If you’re serious about buying a business, it’s essential that you provide useful feedback to brokers when they take the time to present listings they feel are relevant to you. I’m often surprised by the reasons people make in rejecting a business for sale.

Here are my “Top 3” terrible reasons for not buying a business:

1. “It’s too expensive.”

Derivatives of this reason include “sales are too low”, “cost of goods are too high”, “profit is too low”, etc., which all factor into the price of the business (unless it’s a plant & equipment sale).

But if you think long and hard about it, price is the easiest figure to adjust in the sale of a business. And given that everything else is postitive (e.g. good income, highly visible location, motivated staff, modern equipment, etc.), why not make an offer based on a fair price?

As a broker, I usually reply with “Why don’t you make an offer as to what you feel it’s worth?” The response I usually get is somewhere along the lines of “Oh, I’m just not interested.” which usually indicates to me that the buyer feels that I’m not entitled to the real reason.

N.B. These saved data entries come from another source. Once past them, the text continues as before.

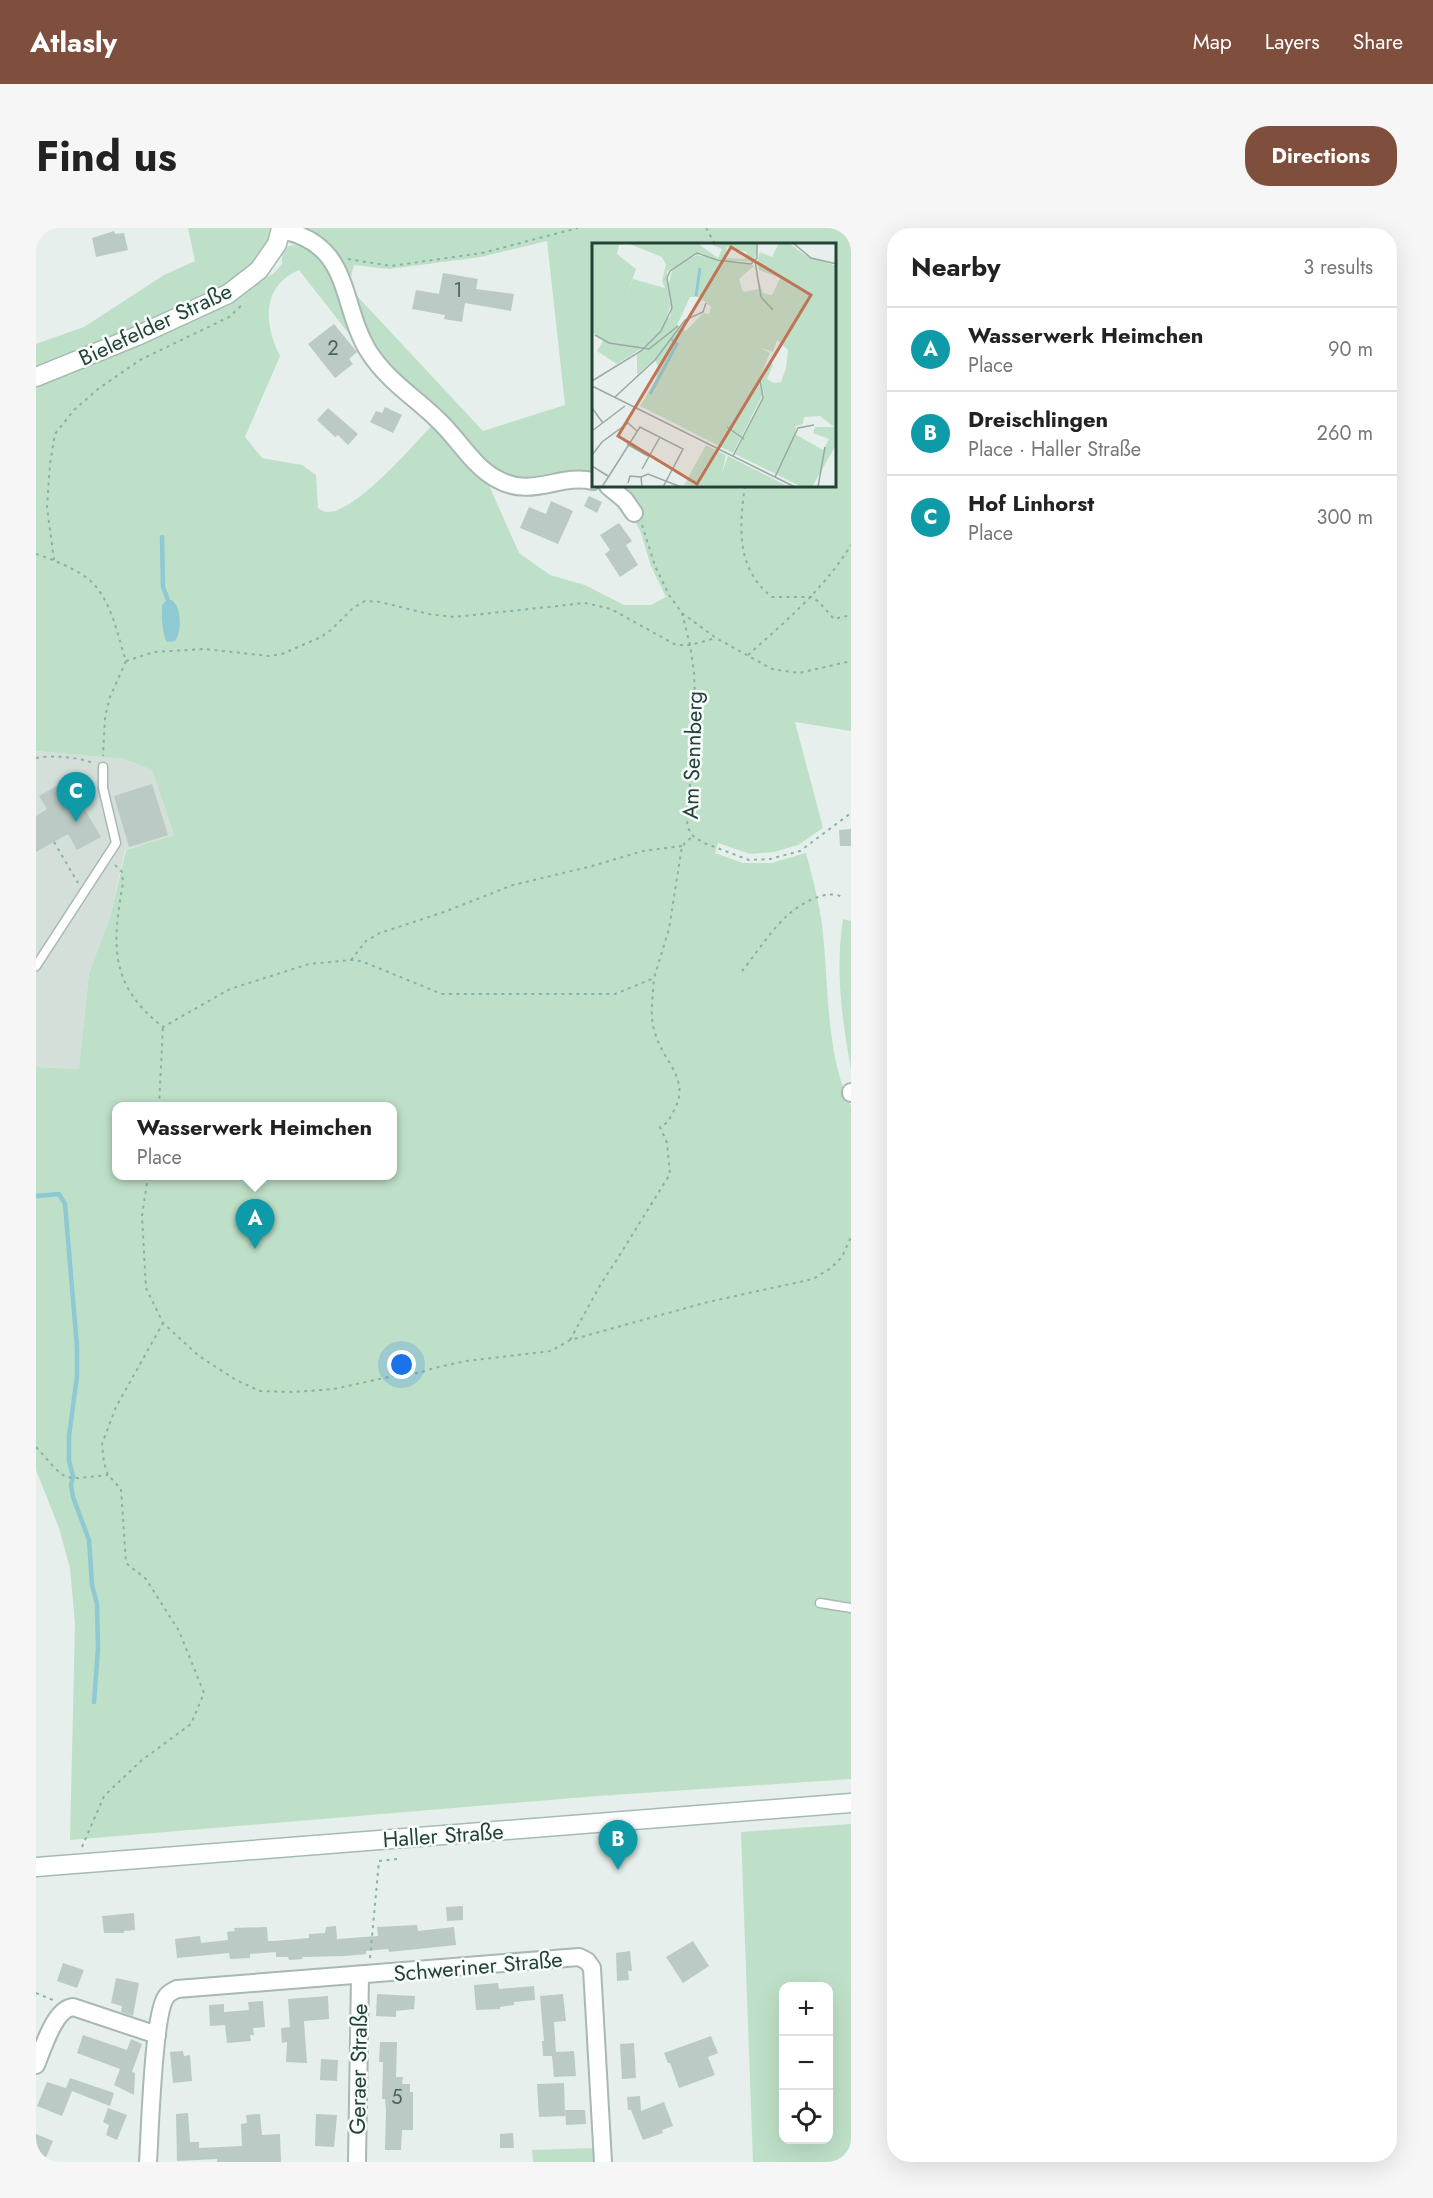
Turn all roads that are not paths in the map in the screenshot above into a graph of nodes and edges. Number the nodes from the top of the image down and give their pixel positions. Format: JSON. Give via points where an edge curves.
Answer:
{"nodes":[{"id":1,"x":281,"y":229,"type":"edge"},
{"id":2,"x":36,"y":377,"type":"edge"},
{"id":3,"x":592,"y":481,"type":"edge"},
{"id":4,"x":610,"y":488,"type":"edge"},
{"id":5,"x":634,"y":513,"type":"road end"},
{"id":6,"x":103,"y":766,"type":"road end"},
{"id":7,"x":36,"y":966,"type":"edge"},
{"id":8,"x":820,"y":1603,"type":"dead end"},
{"id":9,"x":851,"y":1608,"type":"edge"},
{"id":10,"x":851,"y":1803,"type":"edge"},
{"id":11,"x":36,"y":1867,"type":"edge"},
{"id":12,"x":364,"y":1976,"type":"junction"},
{"id":13,"x":157,"y":2035,"type":"junction"},
{"id":14,"x":36,"y":2065,"type":"edge"},
{"id":15,"x":148,"y":2162,"type":"edge"},
{"id":16,"x":357,"y":2162,"type":"edge"},
{"id":17,"x":603,"y":2162,"type":"edge"}],
"edges":[{"from":1,"to":2,"type":"main road","name":"Bielefelder Straße","via":[[277,244],[259,270],[228,294]]},
{"from":1,"to":3,"type":"street","via":[[314,243],[331,260],[340,271],[363,340],[377,363],[395,384],[438,419],[485,471],[506,483],[530,488]]},
{"from":4,"to":5,"type":"street"},
{"from":6,"to":7,"type":"lane","via":[[103,788],[116,843]]},
{"from":8,"to":9,"type":"lane"},
{"from":10,"to":11,"type":"main road","name":"Haller Straße"},
{"from":12,"to":13,"type":"street","name":"Schweriner Straße","via":[[177,1989],[166,1995],[161,2006]]},
{"from":12,"to":16,"type":"street","name":"Geraer Straße"},
{"from":12,"to":17,"type":"street","name":"Schweriner Straße","via":[[579,1957],[587,1961],[592,1968]]},
{"from":13,"to":14,"type":"street","via":[[66,2007],[58,2015]]},
{"from":13,"to":15,"type":"street"}]}
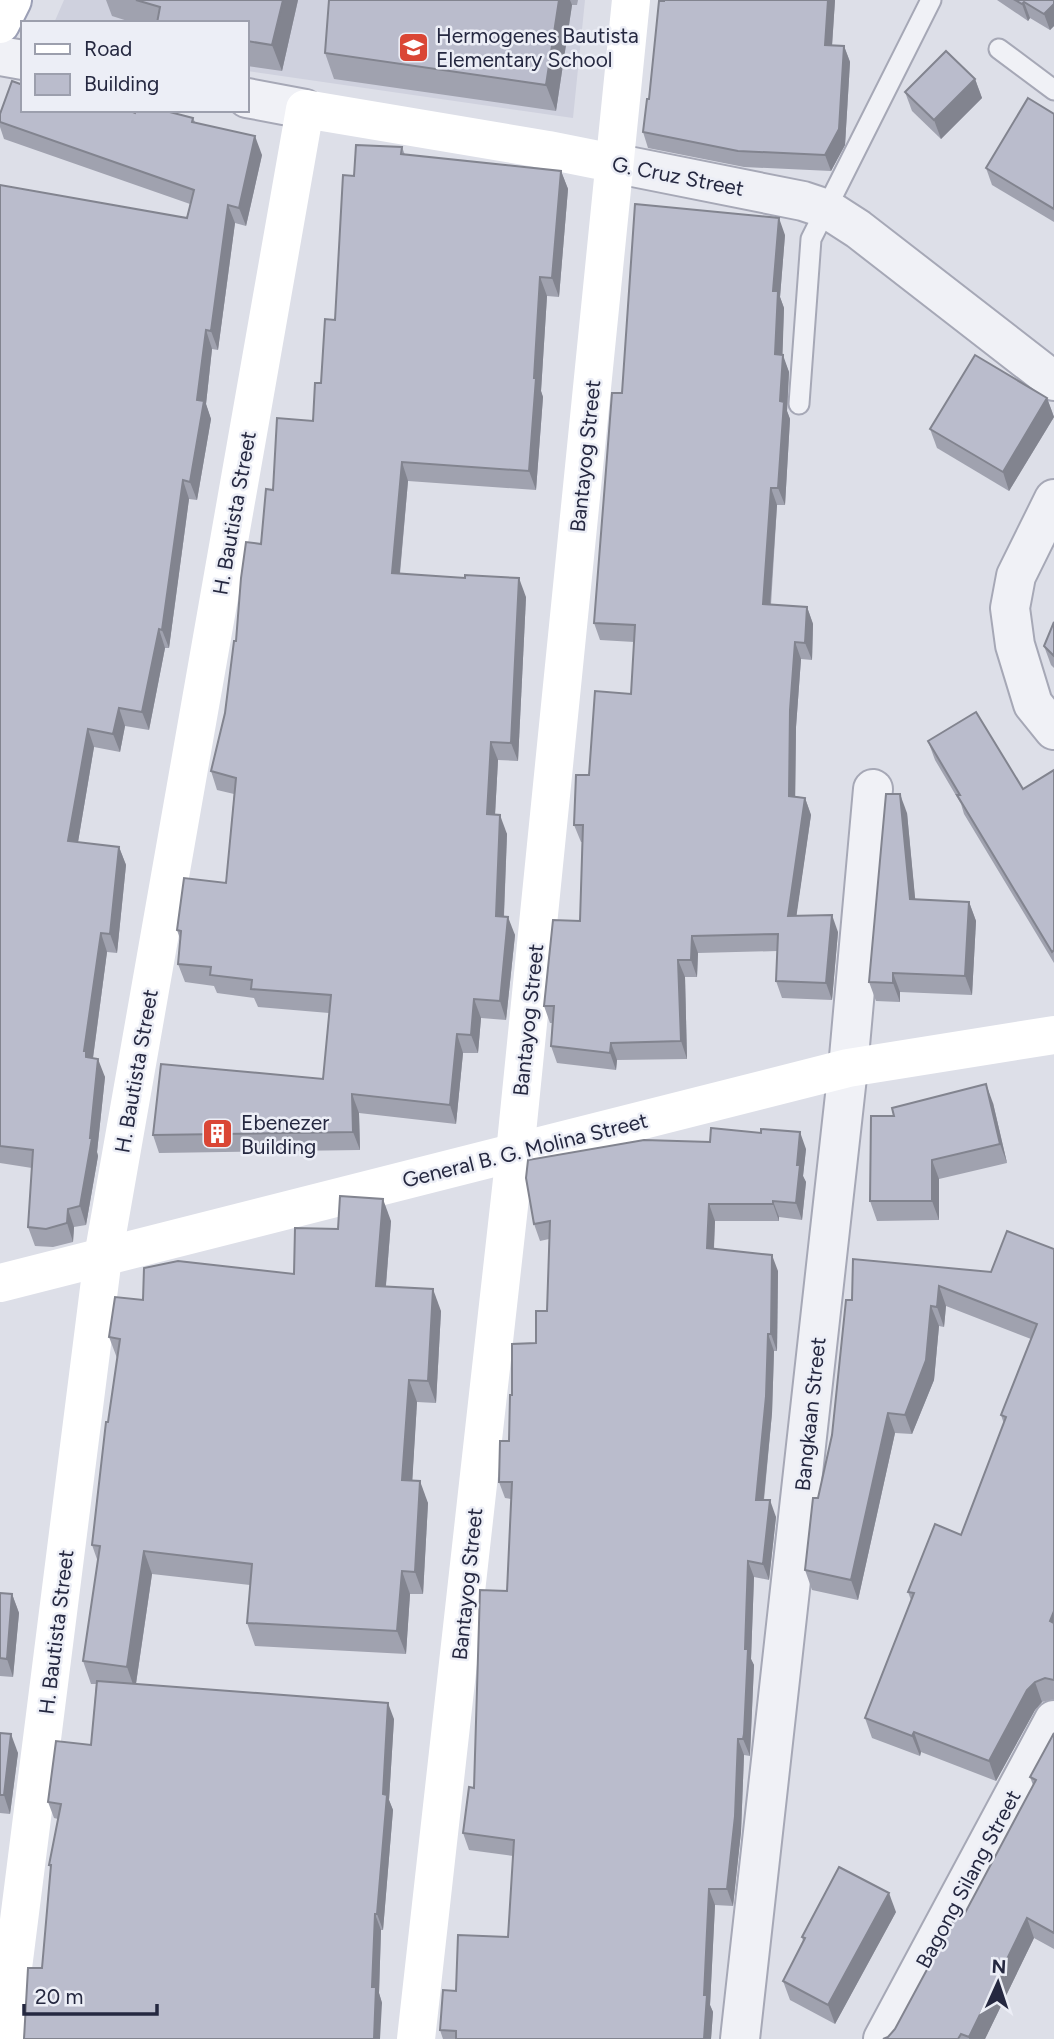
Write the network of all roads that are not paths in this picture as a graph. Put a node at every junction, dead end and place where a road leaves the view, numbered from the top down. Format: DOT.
graph roads {
  1 [pos="12,0"];
  2 [pos="631,0"];
  3 [pos="931,0"];
  4 [pos="0,24"];
  5 [pos="999,49"];
  6 [pos="0,56"];
  7 [pos="21,60"];
  8 [pos="1054,90"];
  9 [pos="248,98"];
  10 [pos="305,109"];
  11 [pos="613,163"];
  12 [pos="827,209"];
  13 [pos="1054,381"];
  14 [pos="799,404"];
  15 [pos="1054,499"];
  16 [pos="1054,730"];
  17 [pos="873,789"];
  18 [pos="1036,1037"];
  19 [pos="848,1068"];
  20 [pos="515,1153"];
  21 [pos="103,1258"];
  22 [pos="0,1283"];
  23 [pos="1054,1720"];
  24 [pos="4,2039"];
  25 [pos="416,2039"];
  26 [pos="740,2039"];
  27 [pos="883,2039"];
  1 -- 4 [label="street"];
  2 -- 11 [label="street, Bantayog Street"];
  3 -- 12 [label="lane"];
  5 -- 8 [label="lane"];
  6 -- 7 [label="street"];
  9 -- 10 [label="street, G. Cruz Street"];
  10 -- 11 [label="street, G. Cruz Street"];
  10 -- 21 [label="street, H. Bautista Street"];
  11 -- 12 [label="street, G. Cruz Street"];
  11 -- 20 [label="street, Bantayog Street"];
  12 -- 13 [label="street, G. Cruz Street"];
  12 -- 14 [label="lane"];
  15 -- 16 [label="street"];
  17 -- 19 [label="street, Bangkaan Street"];
  18 -- 19 [label="street, General B. G. Molina Street"];
  19 -- 20 [label="street, General B. G. Molina Street"];
  19 -- 26 [label="street, Bangkaan Street"];
  20 -- 21 [label="street, General B. G. Molina Street"];
  20 -- 25 [label="street, Bantayog Street"];
  21 -- 22 [label="street, General B. G. Molina Street"];
  21 -- 24 [label="street, H. Bautista Street"];
  23 -- 27 [label="street, Bagong Silang Street"];
}
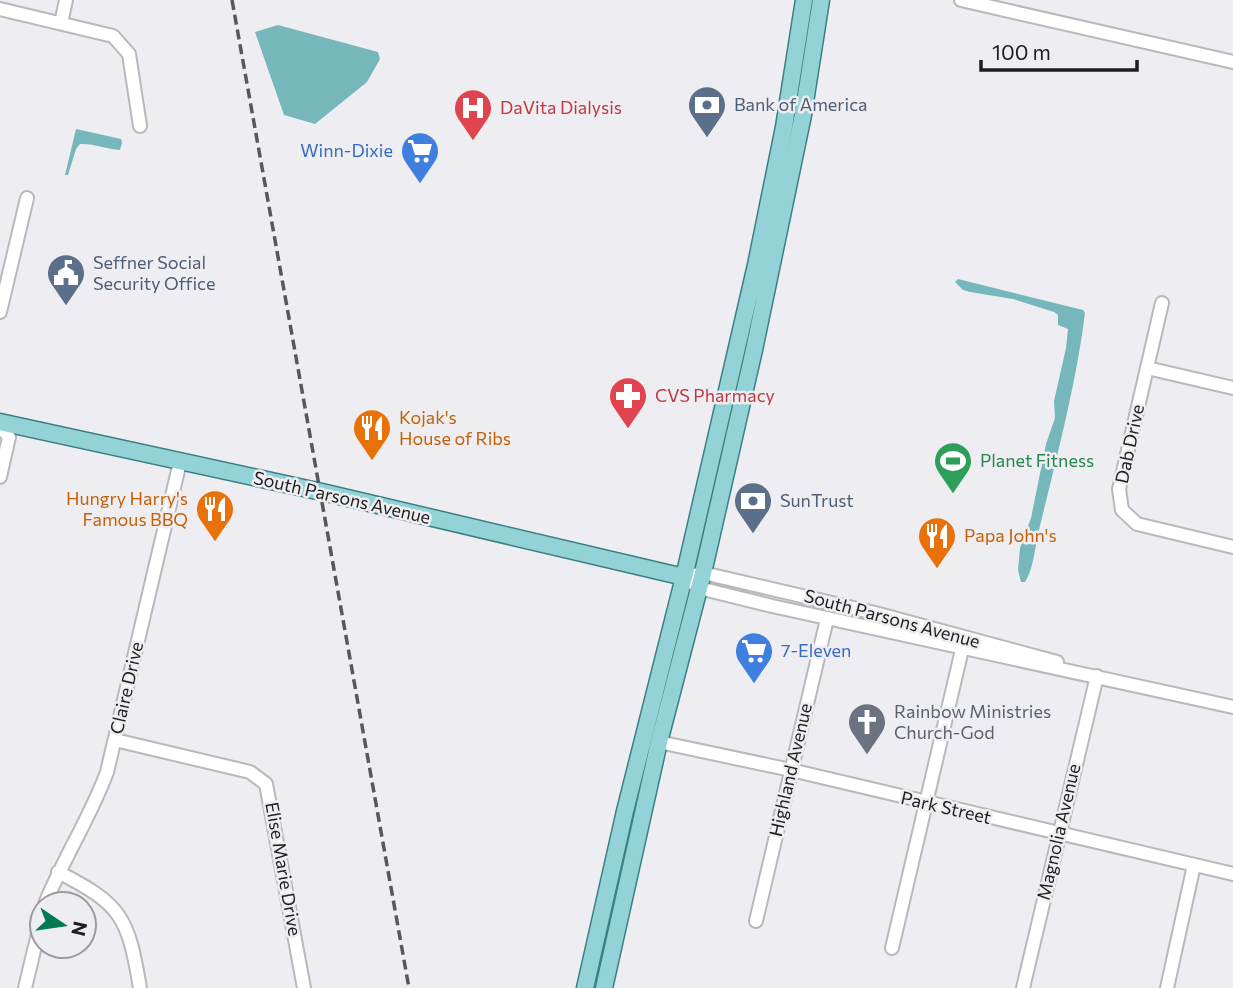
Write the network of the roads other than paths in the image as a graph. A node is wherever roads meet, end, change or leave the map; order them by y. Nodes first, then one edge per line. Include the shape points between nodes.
1 (66, 0) edge
2 (804, 0) edge
3 (821, 0) edge
4 (967, 1) edge
5 (0, 9) edge
6 (61, 23) junction
7 (1233, 62) edge
8 (140, 127) dead end
9 (27, 198) dead end
10 (1162, 303) dead end
11 (0, 312) edge
12 (1147, 369) junction
13 (1233, 388) edge
14 (0, 424) edge
15 (180, 462) junction
16 (0, 477) edge
17 (1233, 547) edge
18 (684, 577) junction
19 (701, 581) junction
20 (827, 619) junction
21 (964, 643) junction
22 (1097, 676) junction
23 (1233, 707) edge
24 (115, 740) junction
25 (659, 742) junction
26 (791, 769) junction
27 (926, 803) junction
28 (1058, 834) junction
29 (1194, 865) junction
30 (58, 872) junction
31 (1233, 874) edge
32 (51, 890) edge
33 (756, 921) dead end
34 (892, 948) dead end
35 (32, 960) edge
36 (26, 988) edge
37 (141, 988) edge
38 (304, 988) edge
39 (586, 988) edge
40 (604, 988) edge
41 (1023, 988) edge
42 (1167, 988) edge

1 - 6 street
2 - 18 main road via 763,231
3 - 19 main road via 779,237
4 - 7 street
5 - 6 street
6 - 8 street via 113,36 129,54
9 - 11 street
10 - 12 street, Dab Drive
12 - 13 street
12 - 17 street, Dab Drive via 1119,489 1122,510 1137,524
14 - 15 main road, South Parsons Avenue
14 - 16 street via 9,437
15 - 18 main road, South Parsons Avenue
15 - 24 street, Claire Drive
18 - 19 street, South Parsons Avenue
18 - 39 main road
19 - 20 street, South Parsons Avenue
19 - 21 street, South Parsons Avenue via 853,607
19 - 25 main road
20 - 21 street, South Parsons Avenue
20 - 26 street, Highland Avenue
21 - 22 street, South Parsons Avenue via 1054,661
21 - 27 street
22 - 23 street, South Parsons Avenue
22 - 28 street, Magnolia Avenue
24 - 30 street, Claire Drive via 98,798
24 - 38 street, Elise Marie Drive via 250,772 266,783
25 - 26 street, Park Street
25 - 40 main road
26 - 27 street, Park Street
26 - 33 street, Highland Avenue
27 - 28 street, Park Street
27 - 34 street
28 - 29 street, Park Street
28 - 41 street, Magnolia Avenue
29 - 31 street, Park Street
29 - 42 street
30 - 32 street, Claire Drive
30 - 37 street via 89,888 124,921
35 - 36 street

2. “Cost of goods or wages is too high.”

COGS and wages are perhaps the next most easy-to-fix figures in a business. If someone felt that those were too high, then why not buy the business at a fair price and then optimise the costs? In a year or so, the business will be worth much more than before.

3. “Rent is too high.”

This is a very interesting reason, as I feel this comes more out of fear and ignorance rather than anything else. This is especially relevant to retail rents in shopping centres.

In my personal experience, I haven’t seen too many cases of rent being significantly above the market rate. In any case, if a rent was obviously too high, it can be negotiated at the next market review… OK, I admit I may be pushing it a bit there :-)

Conclusion

Have you noticed a pattern yet in the reasons I stated above? They all directly impact the profitability of the business. And profitability directly affects the price of the business. And compared to all other things (e.g. long lease, strong brand, well-protected intellectual property, etc.), price is by far the easiest figure to adjust for the sale of any business.

So moral of the story is, if you like everything about a business but its price, then make an offer based on the price you feel is fair.

Here at Business for Sale blog, I’m sometimes asked, “What is a trial?” in respect to business listings. If you’ve spent time looking at business listings online and offline, you’ll eventually see wording along the lines of “Will trial at $8,000 per week” (or any amount – it depends on how well the business is doing).

So what does this mean?

Well, it’s all about making sure you’re comfortable with what the business makes each week.

If you had read my post on multipliers, you’d know that a business can be valued based on a multiple of its sales or profits. And if you’re buying a business priced that way, you want to get what you paid for, right?

You’d want to make sure those sales or profits are reproducible, right?

But how do you know the seller is telling you the truth?

A trial allows you to be part of the business for a set period of time (usually two to four weeks), where you can be in the shop to see money flow through the cash registers. You’d also be able to check end-of-day reports to see totals and ensure that the sales are in line with what the trial says.

At the end of the trial period, if the average of all weekly sales equal or exceed the trial amount, the contract goes through and the business is yours. But if it falls short, the contract can still go through…

Huh? What’s the point of the trial then?

That is, unless you let the seller know that you want to terminate the contract, based on the grounds that the trial wasn’t met. You have to notify them in writing within two business days of the trial’s expiry date (as per the standard conditions of the REIQ business sale contract).

Finally, a trial is only really used in food & beverage businesses, like cafes, take aways or restaurants. Other types of retail businesses can also offer a trial, but it is not very common.

OK, I understand. But what if…

Now if you’re the skeptical type, you might say that sellers could bring in their friends to artificially boost sales during the trial period. And you could be right – I’ve heard stories of sellers going to great lengths to do exactly that. So the truth of the matter is, trials are not a solution in itself – you’ll still need to do your due diligence before and during the sale of the business to ensure you’re getting what you paid for.